**Problem description:** What number of lines in the entries hold the string "highway"? Answer with it alone.

*** Extracted entries ***

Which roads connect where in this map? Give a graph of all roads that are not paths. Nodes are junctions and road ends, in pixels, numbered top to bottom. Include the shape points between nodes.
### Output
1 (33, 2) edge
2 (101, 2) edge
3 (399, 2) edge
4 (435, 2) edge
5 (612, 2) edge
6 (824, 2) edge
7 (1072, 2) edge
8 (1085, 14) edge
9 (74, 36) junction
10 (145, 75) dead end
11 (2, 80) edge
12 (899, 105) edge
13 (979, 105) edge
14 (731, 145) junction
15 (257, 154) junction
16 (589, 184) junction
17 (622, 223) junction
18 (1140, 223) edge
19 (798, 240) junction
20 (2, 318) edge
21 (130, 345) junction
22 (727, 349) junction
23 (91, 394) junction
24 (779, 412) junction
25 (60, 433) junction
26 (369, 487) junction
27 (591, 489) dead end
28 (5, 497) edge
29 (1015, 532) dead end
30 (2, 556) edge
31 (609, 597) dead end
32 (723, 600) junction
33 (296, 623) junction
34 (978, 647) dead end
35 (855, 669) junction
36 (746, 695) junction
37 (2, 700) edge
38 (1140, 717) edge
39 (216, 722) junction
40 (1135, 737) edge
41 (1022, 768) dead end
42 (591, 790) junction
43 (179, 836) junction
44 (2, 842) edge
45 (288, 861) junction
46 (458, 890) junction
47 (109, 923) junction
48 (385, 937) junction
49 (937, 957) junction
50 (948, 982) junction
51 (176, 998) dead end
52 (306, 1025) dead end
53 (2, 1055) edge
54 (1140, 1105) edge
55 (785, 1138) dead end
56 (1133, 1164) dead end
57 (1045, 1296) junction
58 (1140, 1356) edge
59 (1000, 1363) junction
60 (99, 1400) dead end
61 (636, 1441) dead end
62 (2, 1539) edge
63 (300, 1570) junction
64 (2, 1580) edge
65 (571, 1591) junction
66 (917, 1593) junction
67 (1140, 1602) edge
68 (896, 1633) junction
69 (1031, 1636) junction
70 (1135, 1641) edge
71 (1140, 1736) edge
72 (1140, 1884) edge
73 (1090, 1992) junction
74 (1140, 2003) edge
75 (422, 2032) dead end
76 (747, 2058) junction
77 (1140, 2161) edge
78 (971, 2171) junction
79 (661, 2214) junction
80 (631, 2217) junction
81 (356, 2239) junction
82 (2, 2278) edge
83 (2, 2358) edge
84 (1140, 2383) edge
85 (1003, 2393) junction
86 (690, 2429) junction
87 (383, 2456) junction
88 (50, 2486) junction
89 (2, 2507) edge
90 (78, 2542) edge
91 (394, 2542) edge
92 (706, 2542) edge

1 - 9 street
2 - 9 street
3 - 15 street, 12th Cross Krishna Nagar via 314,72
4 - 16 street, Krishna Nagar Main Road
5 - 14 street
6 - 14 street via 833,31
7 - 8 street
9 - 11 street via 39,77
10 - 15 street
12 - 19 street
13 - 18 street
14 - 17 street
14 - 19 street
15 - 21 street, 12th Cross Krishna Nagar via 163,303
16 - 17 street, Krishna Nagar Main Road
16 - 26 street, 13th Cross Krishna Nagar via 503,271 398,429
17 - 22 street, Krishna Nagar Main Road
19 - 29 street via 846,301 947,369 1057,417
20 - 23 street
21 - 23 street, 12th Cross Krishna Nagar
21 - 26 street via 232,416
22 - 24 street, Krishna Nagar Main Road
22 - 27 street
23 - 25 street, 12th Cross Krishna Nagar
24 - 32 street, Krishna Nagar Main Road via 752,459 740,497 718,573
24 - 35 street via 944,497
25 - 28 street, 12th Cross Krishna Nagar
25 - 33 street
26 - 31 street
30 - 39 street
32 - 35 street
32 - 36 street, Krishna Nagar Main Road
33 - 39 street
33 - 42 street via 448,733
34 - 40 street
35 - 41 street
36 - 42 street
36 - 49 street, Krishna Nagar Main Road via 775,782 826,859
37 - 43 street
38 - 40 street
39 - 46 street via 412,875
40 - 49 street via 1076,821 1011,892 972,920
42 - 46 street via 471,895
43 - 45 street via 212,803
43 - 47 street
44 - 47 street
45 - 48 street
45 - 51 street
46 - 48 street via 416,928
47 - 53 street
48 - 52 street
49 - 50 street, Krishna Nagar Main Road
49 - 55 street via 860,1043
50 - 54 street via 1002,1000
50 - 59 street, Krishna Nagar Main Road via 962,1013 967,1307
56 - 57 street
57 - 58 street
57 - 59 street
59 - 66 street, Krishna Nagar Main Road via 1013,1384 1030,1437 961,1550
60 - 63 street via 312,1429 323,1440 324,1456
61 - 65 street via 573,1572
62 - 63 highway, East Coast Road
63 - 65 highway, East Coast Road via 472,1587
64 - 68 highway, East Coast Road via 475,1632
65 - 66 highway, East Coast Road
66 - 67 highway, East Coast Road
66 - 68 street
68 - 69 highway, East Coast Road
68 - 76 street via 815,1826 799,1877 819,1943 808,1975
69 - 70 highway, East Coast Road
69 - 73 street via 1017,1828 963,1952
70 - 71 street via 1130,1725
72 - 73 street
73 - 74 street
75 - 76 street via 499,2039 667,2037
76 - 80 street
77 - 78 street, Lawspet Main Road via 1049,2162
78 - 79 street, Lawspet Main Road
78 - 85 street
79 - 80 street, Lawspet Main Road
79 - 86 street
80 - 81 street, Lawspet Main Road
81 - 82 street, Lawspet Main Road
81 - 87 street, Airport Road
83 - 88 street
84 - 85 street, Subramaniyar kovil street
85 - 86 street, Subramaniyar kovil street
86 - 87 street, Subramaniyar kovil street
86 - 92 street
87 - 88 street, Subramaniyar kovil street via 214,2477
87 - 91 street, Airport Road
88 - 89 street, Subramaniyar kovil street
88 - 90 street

*** End of Extracted entries ***

**Solution to the problem:** 7